Source records:

%%

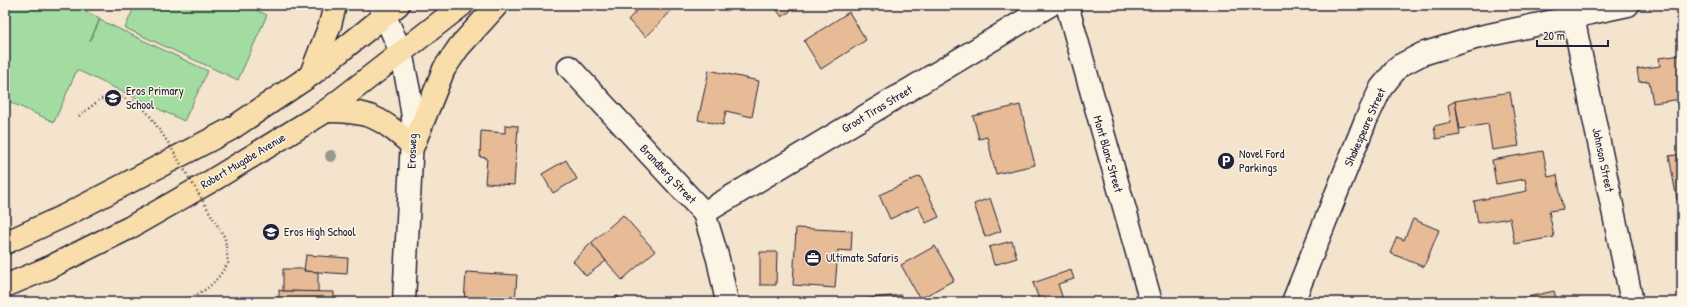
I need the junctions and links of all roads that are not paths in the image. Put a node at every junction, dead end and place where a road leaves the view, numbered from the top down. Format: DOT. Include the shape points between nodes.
graph roads {
  1 [pos="334,5"];
  2 [pos="462,5"];
  3 [pos="497,5"];
  4 [pos="1050,5"];
  5 [pos="1067,5"];
  6 [pos="1628,5"];
  7 [pos="388,9"];
  8 [pos="1573,17"];
  9 [pos="401,52"];
  10 [pos="569,67"];
  11 [pos="311,75"];
  12 [pos="326,111"];
  13 [pos="413,146"];
  14 [pos="704,213"];
  15 [pos="5,243"];
  16 [pos="5,286"];
  17 [pos="404,302"];
  18 [pos="728,302"];
  19 [pos="1151,302"];
  20 [pos="1293,302"];
  21 [pos="1632,302"];
  1 -- 11 [label="main road" via="330,25"];
  2 -- 9 [label="main road, Robert Mugabe Avenue"];
  3 -- 13 [label="main road" via="458,47 444,69"];
  4 -- 14 [label="street, Groot Tiras Street"];
  5 -- 19 [label="street, Mont Blanc Street"];
  6 -- 8 [label="street, Shakespeare Street"];
  7 -- 9 [label="street, Erosweg"];
  7 -- 11 [label="main road"];
  8 -- 20 [label="street, Shakespeare Street" via="1475,38 1422,54 1399,66 1381,88 1365,122"];
  8 -- 21 [label="street, Johnson Street"];
  9 -- 12 [label="main road, Robert Mugabe Avenue"];
  9 -- 13 [label="street, Erosweg" via="410,91"];
  10 -- 14 [label="street, Brandberg Street"];
  11 -- 15 [label="main road" via="231,129 66,215"];
  12 -- 13 [label="main road" via="362,113 376,118 388,124"];
  12 -- 16 [label="main road, Robert Mugabe Avenue" via="129,228"];
  13 -- 17 [label="street, Erosweg"];
  14 -- 18 [label="street, Brandberg Street"];
}
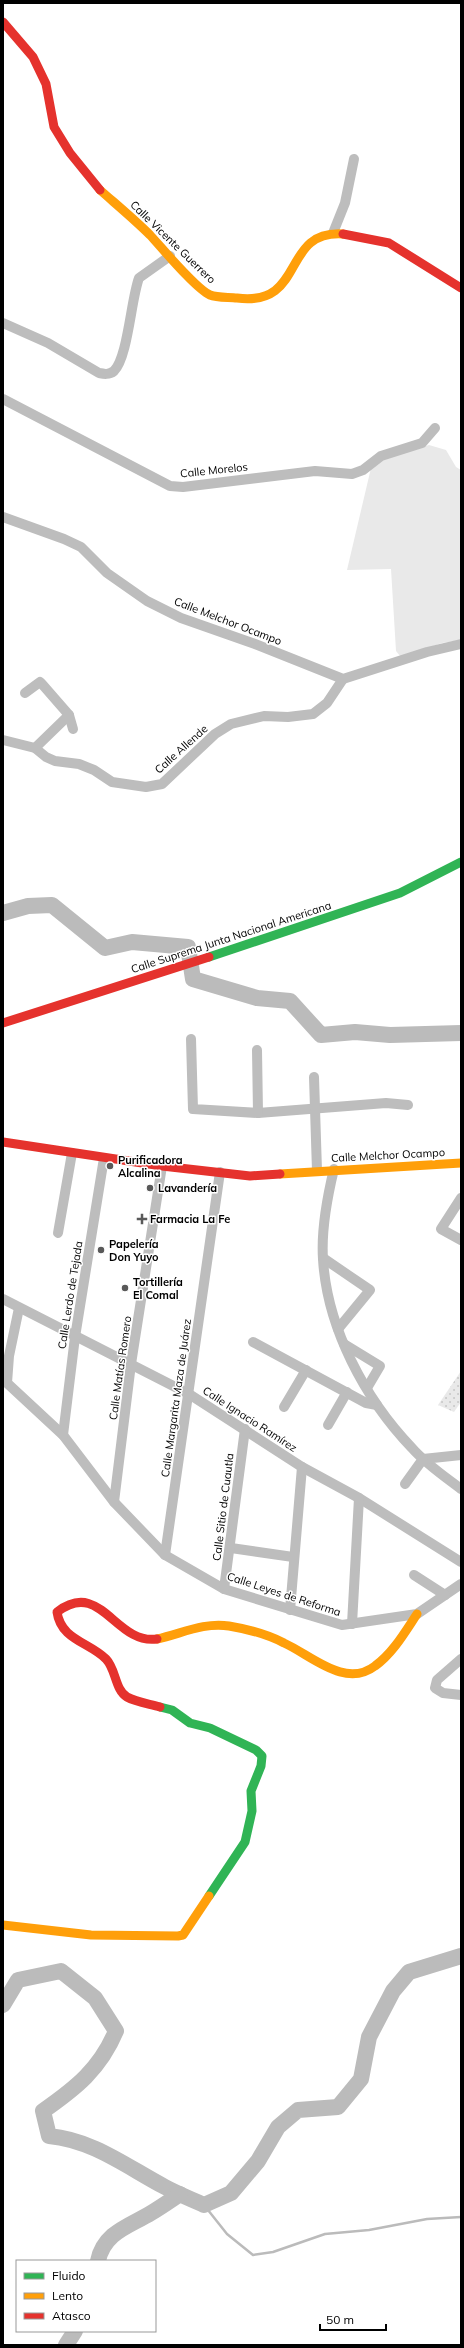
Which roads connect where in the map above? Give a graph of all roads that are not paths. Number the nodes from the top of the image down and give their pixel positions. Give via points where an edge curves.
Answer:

%%

Pictures stay out; the entries above are to be output exactly as given.

_Output below_:
I need the junctions and links of all roads that are not paths in the image. Put a node at every junction, dead end and place where a road leaves the view, numbered from the top down. Format: DOT. Include the shape points between nodes.
graph roads {
  1 [pos="334,5"];
  2 [pos="462,5"];
  3 [pos="497,5"];
  4 [pos="1050,5"];
  5 [pos="1067,5"];
  6 [pos="1628,5"];
  7 [pos="388,9"];
  8 [pos="1573,17"];
  9 [pos="401,52"];
  10 [pos="569,67"];
  11 [pos="311,75"];
  12 [pos="326,111"];
  13 [pos="413,146"];
  14 [pos="704,213"];
  15 [pos="5,243"];
  16 [pos="5,286"];
  17 [pos="404,302"];
  18 [pos="728,302"];
  19 [pos="1151,302"];
  20 [pos="1293,302"];
  21 [pos="1632,302"];
  1 -- 11 [label="main road" via="330,25"];
  2 -- 9 [label="main road, Robert Mugabe Avenue"];
  3 -- 13 [label="main road" via="458,47 444,69"];
  4 -- 14 [label="street, Groot Tiras Street"];
  5 -- 19 [label="street, Mont Blanc Street"];
  6 -- 8 [label="street, Shakespeare Street"];
  7 -- 9 [label="street, Erosweg"];
  7 -- 11 [label="main road"];
  8 -- 20 [label="street, Shakespeare Street" via="1475,38 1422,54 1399,66 1381,88 1365,122"];
  8 -- 21 [label="street, Johnson Street"];
  9 -- 12 [label="main road, Robert Mugabe Avenue"];
  9 -- 13 [label="street, Erosweg" via="410,91"];
  10 -- 14 [label="street, Brandberg Street"];
  11 -- 15 [label="main road" via="231,129 66,215"];
  12 -- 13 [label="main road" via="362,113 376,118 388,124"];
  12 -- 16 [label="main road, Robert Mugabe Avenue" via="129,228"];
  13 -- 17 [label="street, Erosweg"];
  14 -- 18 [label="street, Brandberg Street"];
}
Which roads connect where in the map above? Give a graph of all roads that are not paths. Number the nodes from the top of the image down and give their pixel positions. Give via points where an edge curves.
Answer:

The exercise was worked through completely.